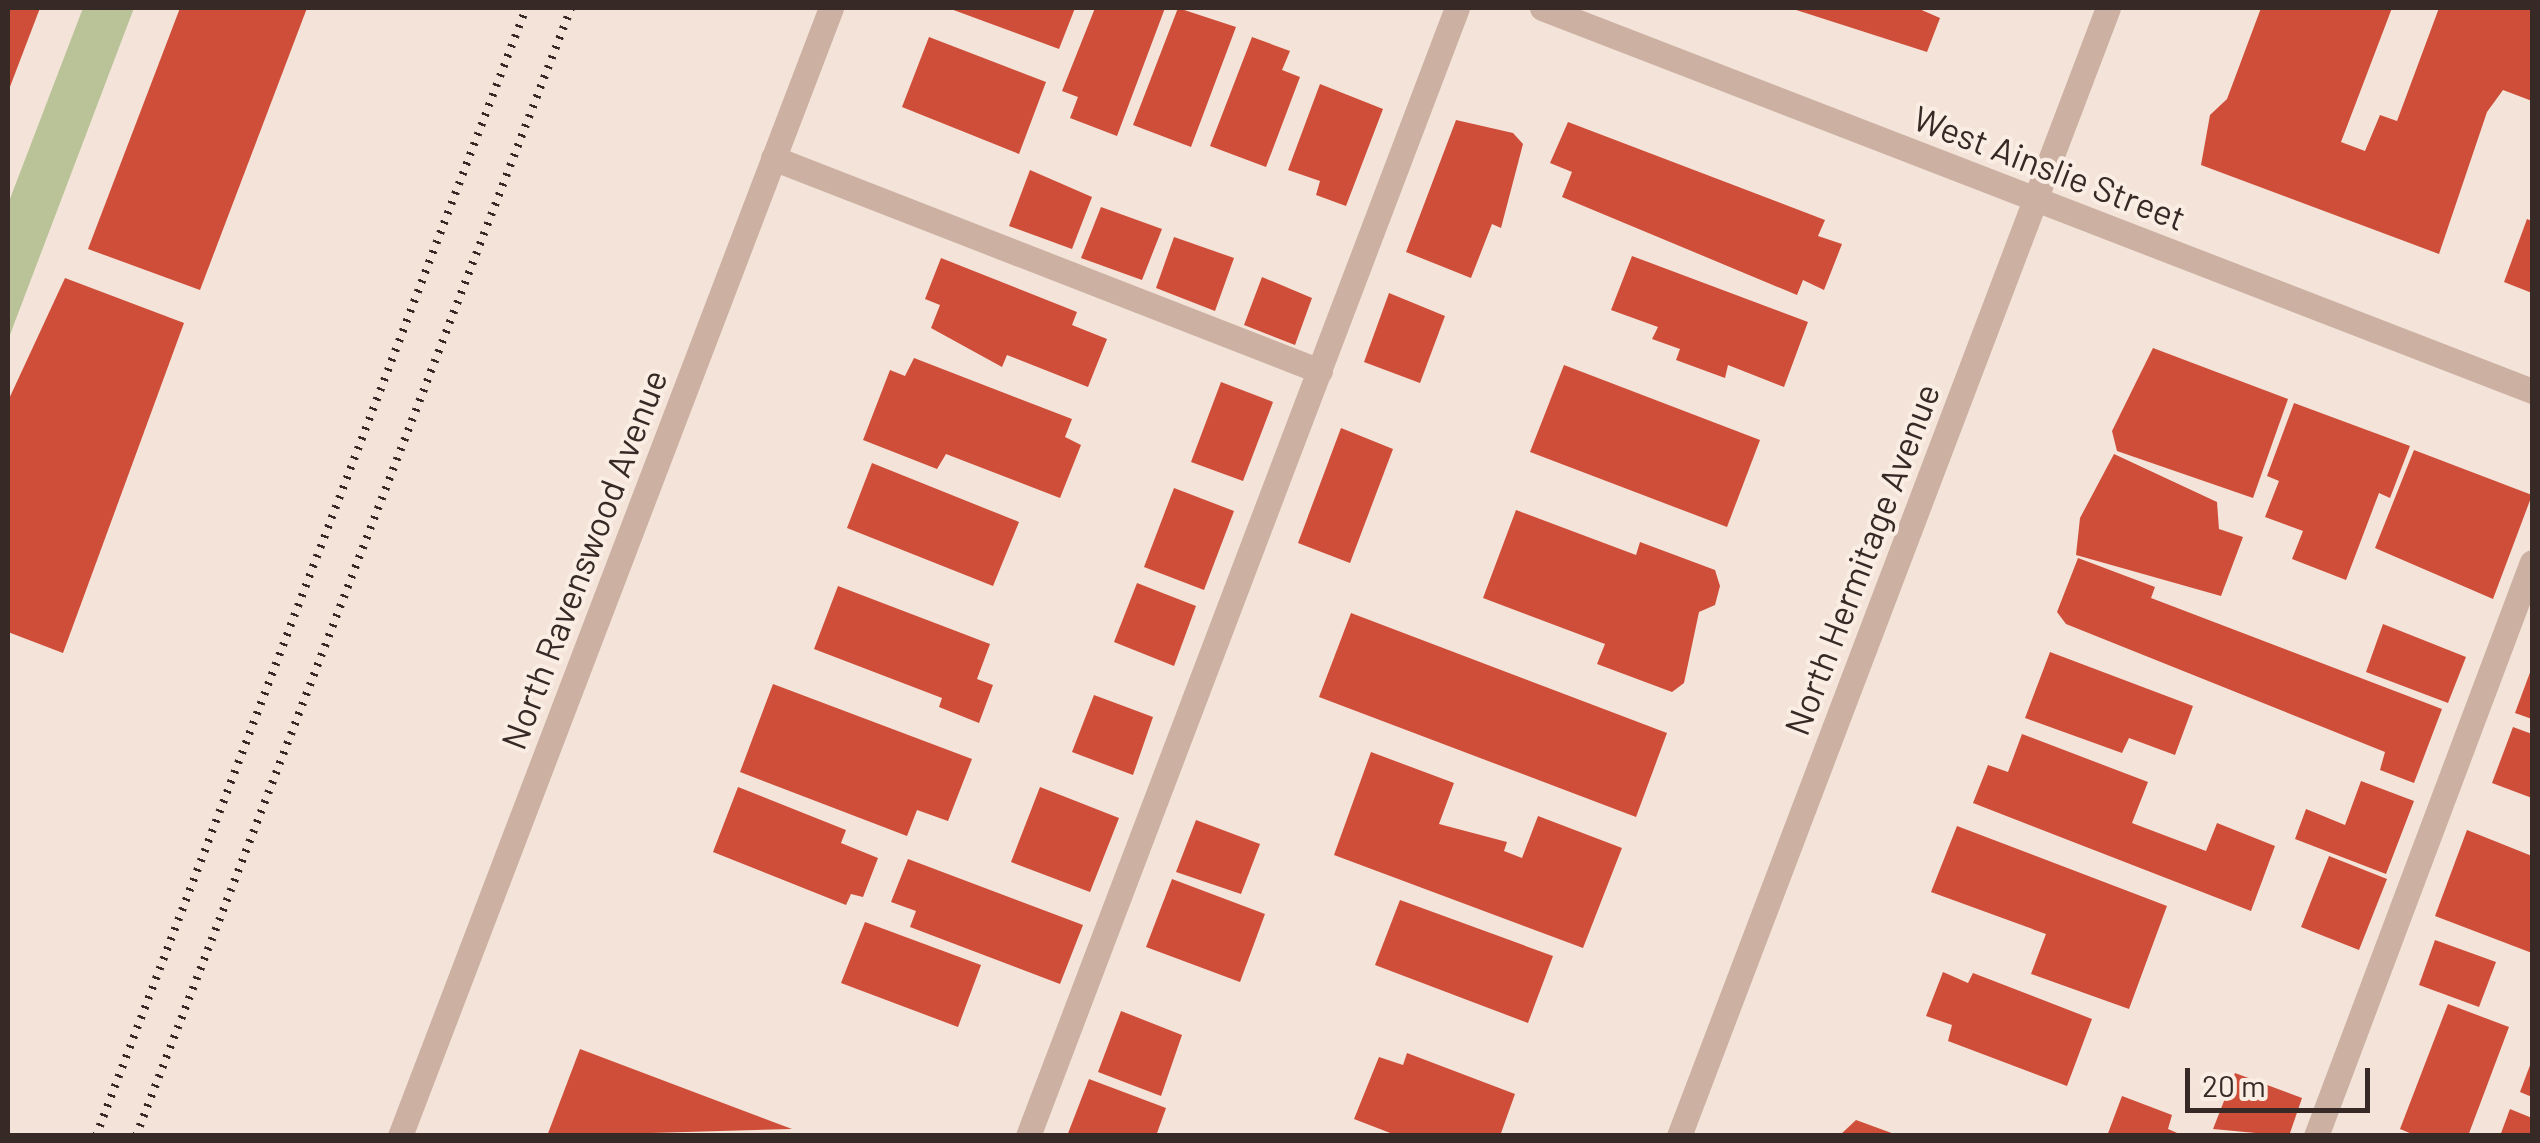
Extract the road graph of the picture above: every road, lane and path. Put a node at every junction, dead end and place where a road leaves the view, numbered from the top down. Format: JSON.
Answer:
{"nodes":[{"id":1,"x":831,"y":8,"type":"edge"},
{"id":2,"x":1457,"y":8,"type":"edge"},
{"id":3,"x":1542,"y":8,"type":"edge"},
{"id":4,"x":2108,"y":8,"type":"edge"},
{"id":5,"x":773,"y":158,"type":"junction"},
{"id":6,"x":2036,"y":199,"type":"junction"},
{"id":7,"x":1320,"y":371,"type":"junction"},
{"id":8,"x":2532,"y":391,"type":"edge"},
{"id":9,"x":2532,"y":562,"type":"edge"},
{"id":10,"x":400,"y":1136,"type":"edge"},
{"id":11,"x":1028,"y":1136,"type":"edge"},
{"id":12,"x":1680,"y":1136,"type":"edge"},
{"id":13,"x":2316,"y":1136,"type":"edge"}],
"edges":[{"from":1,"to":5,"type":"street","name":"North Ravenswood Avenue"},
{"from":2,"to":7,"type":"street"},
{"from":3,"to":6,"type":"street","name":"West Ainslie Street"},
{"from":4,"to":6,"type":"street","name":"North Hermitage Avenue"},
{"from":5,"to":7,"type":"street"},
{"from":5,"to":10,"type":"street","name":"North Ravenswood Avenue"},
{"from":6,"to":8,"type":"street","name":"West Ainslie Street"},
{"from":6,"to":12,"type":"street","name":"North Hermitage Avenue"},
{"from":7,"to":11,"type":"street"},
{"from":9,"to":13,"type":"street"}]}
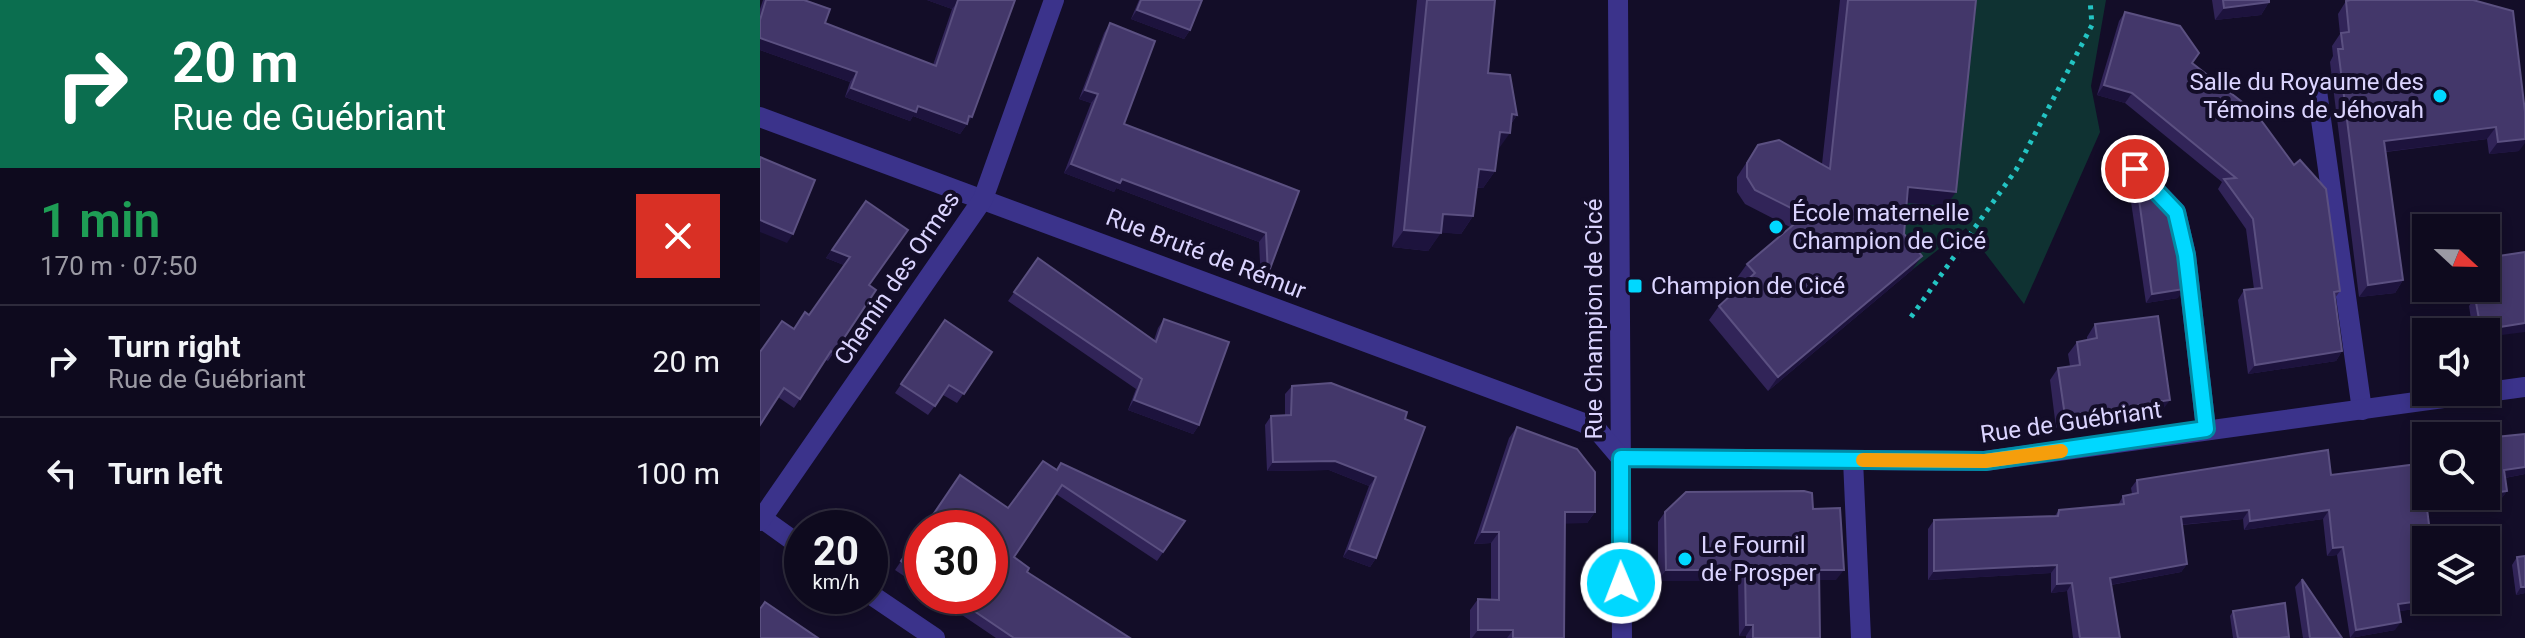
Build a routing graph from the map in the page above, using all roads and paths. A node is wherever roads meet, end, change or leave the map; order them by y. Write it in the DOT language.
graph roads {
  1 [pos="1054,0"];
  2 [pos="1618,0"];
  3 [pos="2090,0"];
  4 [pos="2316,84"];
  5 [pos="760,117"];
  6 [pos="2135,169"];
  7 [pos="983,199"];
  8 [pos="1911,317"];
  9 [pos="2525,387"];
  10 [pos="2362,410"];
  11 [pos="2206,429"];
  12 [pos="1621,458"];
  13 [pos="1853,460"];
  14 [pos="761,519"];
  15 [pos="784,535"];
  16 [pos="888,606"];
  17 [pos="935,638"];
  18 [pos="1622,638"];
  19 [pos="1861,638"];
  1 -- 7 [label="street, Chemin des Ormes"];
  2 -- 12 [label="street, Rue Champion de Cicé"];
  3 -- 8 [label="path"];
  4 -- 10 [label="street"];
  5 -- 7 [label="street, Rue Bruté de Rémur"];
  6 -- 11 [label="street"];
  7 -- 12 [label="street, Rue Bruté de Rémur"];
  7 -- 14 [label="street, Chemin des Ormes"];
  9 -- 10 [label="street, Rue de Guébriant"];
  10 -- 11 [label="street, Rue de Guébriant"];
  11 -- 13 [label="street, Rue de Guébriant"];
  12 -- 13 [label="street, Rue de Guébriant"];
  12 -- 18 [label="street, Rue Champion de Cicé"];
  13 -- 19 [label="street"];
  14 -- 15 [label="street"];
  16 -- 17 [label="street"];
}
******************************
** What is expected **
All of the entries above should be copied exactly, with the images left out.

** The completed task **
Extract the road graph of the picture above: every road, lane and path. Put a node at every junction, dead end and place where a road leaves the view, numbered from the top down. Format: JSON.
Answer:
{"nodes":[{"id":1,"x":831,"y":8,"type":"edge"},
{"id":2,"x":1457,"y":8,"type":"edge"},
{"id":3,"x":1542,"y":8,"type":"edge"},
{"id":4,"x":2108,"y":8,"type":"edge"},
{"id":5,"x":773,"y":158,"type":"junction"},
{"id":6,"x":2036,"y":199,"type":"junction"},
{"id":7,"x":1320,"y":371,"type":"junction"},
{"id":8,"x":2532,"y":391,"type":"edge"},
{"id":9,"x":2532,"y":562,"type":"edge"},
{"id":10,"x":400,"y":1136,"type":"edge"},
{"id":11,"x":1028,"y":1136,"type":"edge"},
{"id":12,"x":1680,"y":1136,"type":"edge"},
{"id":13,"x":2316,"y":1136,"type":"edge"}],
"edges":[{"from":1,"to":5,"type":"street","name":"North Ravenswood Avenue"},
{"from":2,"to":7,"type":"street"},
{"from":3,"to":6,"type":"street","name":"West Ainslie Street"},
{"from":4,"to":6,"type":"street","name":"North Hermitage Avenue"},
{"from":5,"to":7,"type":"street"},
{"from":5,"to":10,"type":"street","name":"North Ravenswood Avenue"},
{"from":6,"to":8,"type":"street","name":"West Ainslie Street"},
{"from":6,"to":12,"type":"street","name":"North Hermitage Avenue"},
{"from":7,"to":11,"type":"street"},
{"from":9,"to":13,"type":"street"}]}
Build a routing graph from the map in the page above, using all roads and paths. A node is wherever roads meet, end, change or leave the map; order them by y. Write it in the DOT language.
graph roads {
  1 [pos="1054,0"];
  2 [pos="1618,0"];
  3 [pos="2090,0"];
  4 [pos="2316,84"];
  5 [pos="760,117"];
  6 [pos="2135,169"];
  7 [pos="983,199"];
  8 [pos="1911,317"];
  9 [pos="2525,387"];
  10 [pos="2362,410"];
  11 [pos="2206,429"];
  12 [pos="1621,458"];
  13 [pos="1853,460"];
  14 [pos="761,519"];
  15 [pos="784,535"];
  16 [pos="888,606"];
  17 [pos="935,638"];
  18 [pos="1622,638"];
  19 [pos="1861,638"];
  1 -- 7 [label="street, Chemin des Ormes"];
  2 -- 12 [label="street, Rue Champion de Cicé"];
  3 -- 8 [label="path"];
  4 -- 10 [label="street"];
  5 -- 7 [label="street, Rue Bruté de Rémur"];
  6 -- 11 [label="street"];
  7 -- 12 [label="street, Rue Bruté de Rémur"];
  7 -- 14 [label="street, Chemin des Ormes"];
  9 -- 10 [label="street, Rue de Guébriant"];
  10 -- 11 [label="street, Rue de Guébriant"];
  11 -- 13 [label="street, Rue de Guébriant"];
  12 -- 13 [label="street, Rue de Guébriant"];
  12 -- 18 [label="street, Rue Champion de Cicé"];
  13 -- 19 [label="street"];
  14 -- 15 [label="street"];
  16 -- 17 [label="street"];
}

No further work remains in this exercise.